Start of SOURCE MATERIAL

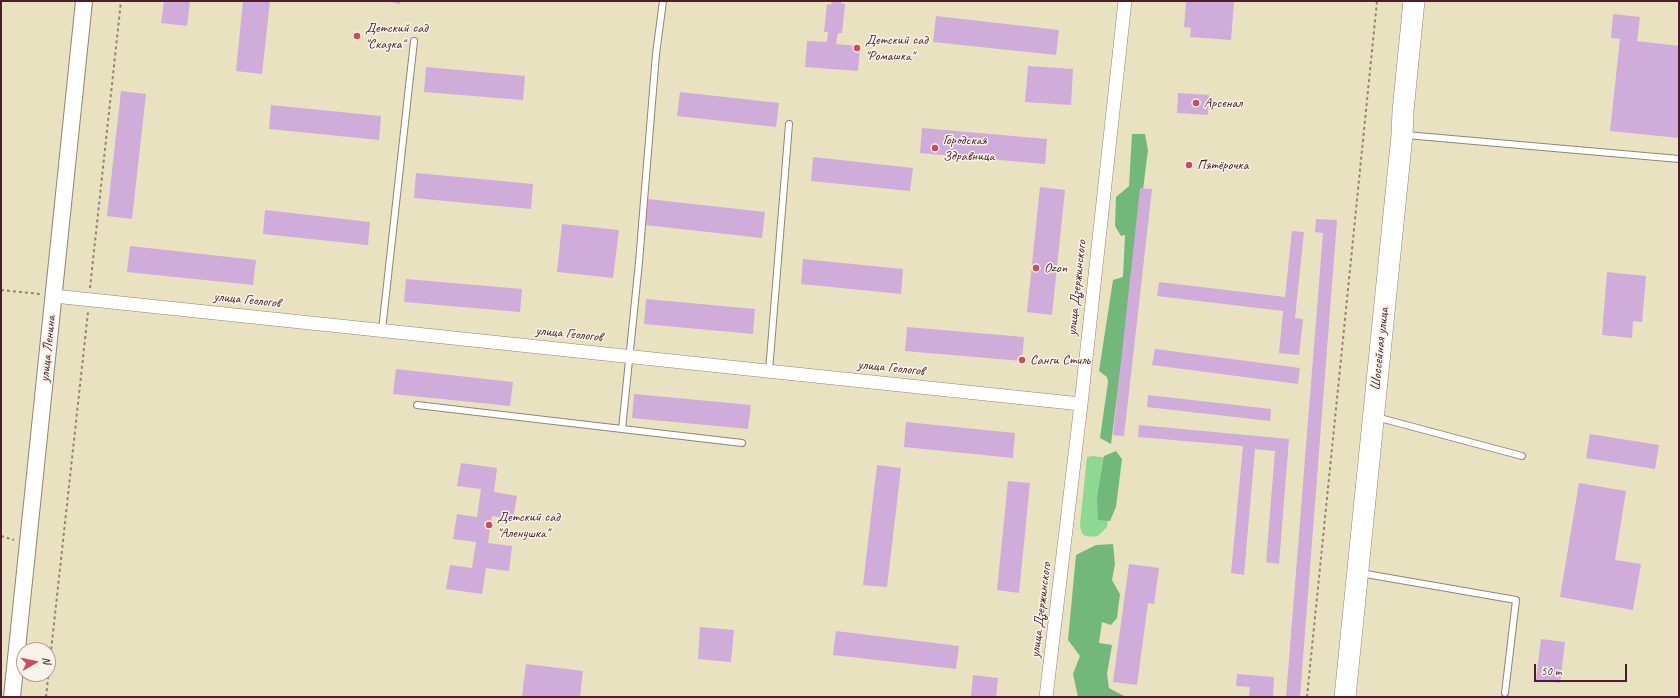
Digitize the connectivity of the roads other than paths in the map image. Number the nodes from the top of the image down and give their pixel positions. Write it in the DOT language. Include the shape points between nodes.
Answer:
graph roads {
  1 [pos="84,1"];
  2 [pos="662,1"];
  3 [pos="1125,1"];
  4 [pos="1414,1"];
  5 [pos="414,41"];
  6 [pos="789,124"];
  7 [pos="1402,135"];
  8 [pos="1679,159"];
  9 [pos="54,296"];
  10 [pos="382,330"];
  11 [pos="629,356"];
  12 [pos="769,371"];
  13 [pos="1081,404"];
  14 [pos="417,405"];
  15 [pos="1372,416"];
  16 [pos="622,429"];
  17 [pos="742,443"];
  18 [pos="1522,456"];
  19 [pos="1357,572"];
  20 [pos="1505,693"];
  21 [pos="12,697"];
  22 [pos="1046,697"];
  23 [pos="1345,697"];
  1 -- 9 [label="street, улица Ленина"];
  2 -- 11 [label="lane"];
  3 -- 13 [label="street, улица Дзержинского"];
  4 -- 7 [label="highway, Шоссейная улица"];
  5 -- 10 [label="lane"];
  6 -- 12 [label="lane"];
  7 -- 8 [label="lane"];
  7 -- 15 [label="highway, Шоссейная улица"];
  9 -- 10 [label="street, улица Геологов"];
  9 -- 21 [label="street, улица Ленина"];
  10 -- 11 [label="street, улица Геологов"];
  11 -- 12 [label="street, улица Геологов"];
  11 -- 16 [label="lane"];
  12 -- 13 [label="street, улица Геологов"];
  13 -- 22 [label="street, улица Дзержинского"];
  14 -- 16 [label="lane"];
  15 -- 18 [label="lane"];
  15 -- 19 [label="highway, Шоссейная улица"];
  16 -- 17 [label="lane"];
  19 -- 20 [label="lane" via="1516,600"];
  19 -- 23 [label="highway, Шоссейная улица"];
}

End of SOURCE MATERIAL

WHAT THIS TASK INVOLVES. Copy out every entry above exactly. Leave the pictures out.

ANSWER FOR THIS EXERCISE.
Digitize the connectivity of the roads other than paths in the map image. Number the nodes from the top of the image down and give their pixel positions. Write it in the DOT language. Include the shape points between nodes.
Answer:
graph roads {
  1 [pos="84,1"];
  2 [pos="662,1"];
  3 [pos="1125,1"];
  4 [pos="1414,1"];
  5 [pos="414,41"];
  6 [pos="789,124"];
  7 [pos="1402,135"];
  8 [pos="1679,159"];
  9 [pos="54,296"];
  10 [pos="382,330"];
  11 [pos="629,356"];
  12 [pos="769,371"];
  13 [pos="1081,404"];
  14 [pos="417,405"];
  15 [pos="1372,416"];
  16 [pos="622,429"];
  17 [pos="742,443"];
  18 [pos="1522,456"];
  19 [pos="1357,572"];
  20 [pos="1505,693"];
  21 [pos="12,697"];
  22 [pos="1046,697"];
  23 [pos="1345,697"];
  1 -- 9 [label="street, улица Ленина"];
  2 -- 11 [label="lane"];
  3 -- 13 [label="street, улица Дзержинского"];
  4 -- 7 [label="highway, Шоссейная улица"];
  5 -- 10 [label="lane"];
  6 -- 12 [label="lane"];
  7 -- 8 [label="lane"];
  7 -- 15 [label="highway, Шоссейная улица"];
  9 -- 10 [label="street, улица Геологов"];
  9 -- 21 [label="street, улица Ленина"];
  10 -- 11 [label="street, улица Геологов"];
  11 -- 12 [label="street, улица Геологов"];
  11 -- 16 [label="lane"];
  12 -- 13 [label="street, улица Геологов"];
  13 -- 22 [label="street, улица Дзержинского"];
  14 -- 16 [label="lane"];
  15 -- 18 [label="lane"];
  15 -- 19 [label="highway, Шоссейная улица"];
  16 -- 17 [label="lane"];
  19 -- 20 [label="lane" via="1516,600"];
  19 -- 23 [label="highway, Шоссейная улица"];
}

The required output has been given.